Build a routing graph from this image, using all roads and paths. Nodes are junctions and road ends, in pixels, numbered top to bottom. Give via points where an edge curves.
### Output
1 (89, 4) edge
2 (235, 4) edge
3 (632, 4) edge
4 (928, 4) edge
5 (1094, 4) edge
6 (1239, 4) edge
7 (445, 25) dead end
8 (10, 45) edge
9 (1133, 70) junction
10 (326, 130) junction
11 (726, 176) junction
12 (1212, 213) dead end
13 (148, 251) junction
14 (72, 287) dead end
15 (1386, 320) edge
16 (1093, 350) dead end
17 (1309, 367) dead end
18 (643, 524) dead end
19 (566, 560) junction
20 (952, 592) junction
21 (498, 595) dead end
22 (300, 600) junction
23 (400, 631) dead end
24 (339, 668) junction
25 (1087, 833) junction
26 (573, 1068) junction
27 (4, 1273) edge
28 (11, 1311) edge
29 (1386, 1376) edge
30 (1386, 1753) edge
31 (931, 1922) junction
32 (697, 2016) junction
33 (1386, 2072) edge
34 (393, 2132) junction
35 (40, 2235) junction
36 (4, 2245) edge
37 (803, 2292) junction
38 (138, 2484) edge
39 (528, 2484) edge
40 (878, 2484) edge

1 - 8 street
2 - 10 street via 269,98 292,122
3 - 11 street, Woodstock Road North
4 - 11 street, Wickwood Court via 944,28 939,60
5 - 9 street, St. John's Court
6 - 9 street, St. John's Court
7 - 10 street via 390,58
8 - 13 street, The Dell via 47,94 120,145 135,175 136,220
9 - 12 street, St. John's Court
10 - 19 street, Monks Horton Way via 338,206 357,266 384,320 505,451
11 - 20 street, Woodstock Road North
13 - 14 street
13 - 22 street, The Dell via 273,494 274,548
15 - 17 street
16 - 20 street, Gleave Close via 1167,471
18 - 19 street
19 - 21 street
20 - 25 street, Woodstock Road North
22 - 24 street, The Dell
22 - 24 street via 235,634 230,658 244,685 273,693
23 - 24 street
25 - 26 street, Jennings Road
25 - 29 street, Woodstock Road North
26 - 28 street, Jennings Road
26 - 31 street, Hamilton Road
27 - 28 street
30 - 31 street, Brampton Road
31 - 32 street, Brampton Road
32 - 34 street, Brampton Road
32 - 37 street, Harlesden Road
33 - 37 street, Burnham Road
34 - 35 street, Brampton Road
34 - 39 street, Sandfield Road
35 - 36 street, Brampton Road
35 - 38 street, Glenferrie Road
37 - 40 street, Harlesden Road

-- YOUR ASSIGNMENT --
This exercise requires that all of the entries be repeated exactly.

-- REPLY --
Build a routing graph from this image, using all roads and paths. Nodes are junctions and road ends, in pixels, numbered top to bottom. Give via points where an edge curves.
### Output
1 (89, 4) edge
2 (235, 4) edge
3 (632, 4) edge
4 (928, 4) edge
5 (1094, 4) edge
6 (1239, 4) edge
7 (445, 25) dead end
8 (10, 45) edge
9 (1133, 70) junction
10 (326, 130) junction
11 (726, 176) junction
12 (1212, 213) dead end
13 (148, 251) junction
14 (72, 287) dead end
15 (1386, 320) edge
16 (1093, 350) dead end
17 (1309, 367) dead end
18 (643, 524) dead end
19 (566, 560) junction
20 (952, 592) junction
21 (498, 595) dead end
22 (300, 600) junction
23 (400, 631) dead end
24 (339, 668) junction
25 (1087, 833) junction
26 (573, 1068) junction
27 (4, 1273) edge
28 (11, 1311) edge
29 (1386, 1376) edge
30 (1386, 1753) edge
31 (931, 1922) junction
32 (697, 2016) junction
33 (1386, 2072) edge
34 (393, 2132) junction
35 (40, 2235) junction
36 (4, 2245) edge
37 (803, 2292) junction
38 (138, 2484) edge
39 (528, 2484) edge
40 (878, 2484) edge

1 - 8 street
2 - 10 street via 269,98 292,122
3 - 11 street, Woodstock Road North
4 - 11 street, Wickwood Court via 944,28 939,60
5 - 9 street, St. John's Court
6 - 9 street, St. John's Court
7 - 10 street via 390,58
8 - 13 street, The Dell via 47,94 120,145 135,175 136,220
9 - 12 street, St. John's Court
10 - 19 street, Monks Horton Way via 338,206 357,266 384,320 505,451
11 - 20 street, Woodstock Road North
13 - 14 street
13 - 22 street, The Dell via 273,494 274,548
15 - 17 street
16 - 20 street, Gleave Close via 1167,471
18 - 19 street
19 - 21 street
20 - 25 street, Woodstock Road North
22 - 24 street, The Dell
22 - 24 street via 235,634 230,658 244,685 273,693
23 - 24 street
25 - 26 street, Jennings Road
25 - 29 street, Woodstock Road North
26 - 28 street, Jennings Road
26 - 31 street, Hamilton Road
27 - 28 street
30 - 31 street, Brampton Road
31 - 32 street, Brampton Road
32 - 34 street, Brampton Road
32 - 37 street, Harlesden Road
33 - 37 street, Burnham Road
34 - 35 street, Brampton Road
34 - 39 street, Sandfield Road
35 - 36 street, Brampton Road
35 - 38 street, Glenferrie Road
37 - 40 street, Harlesden Road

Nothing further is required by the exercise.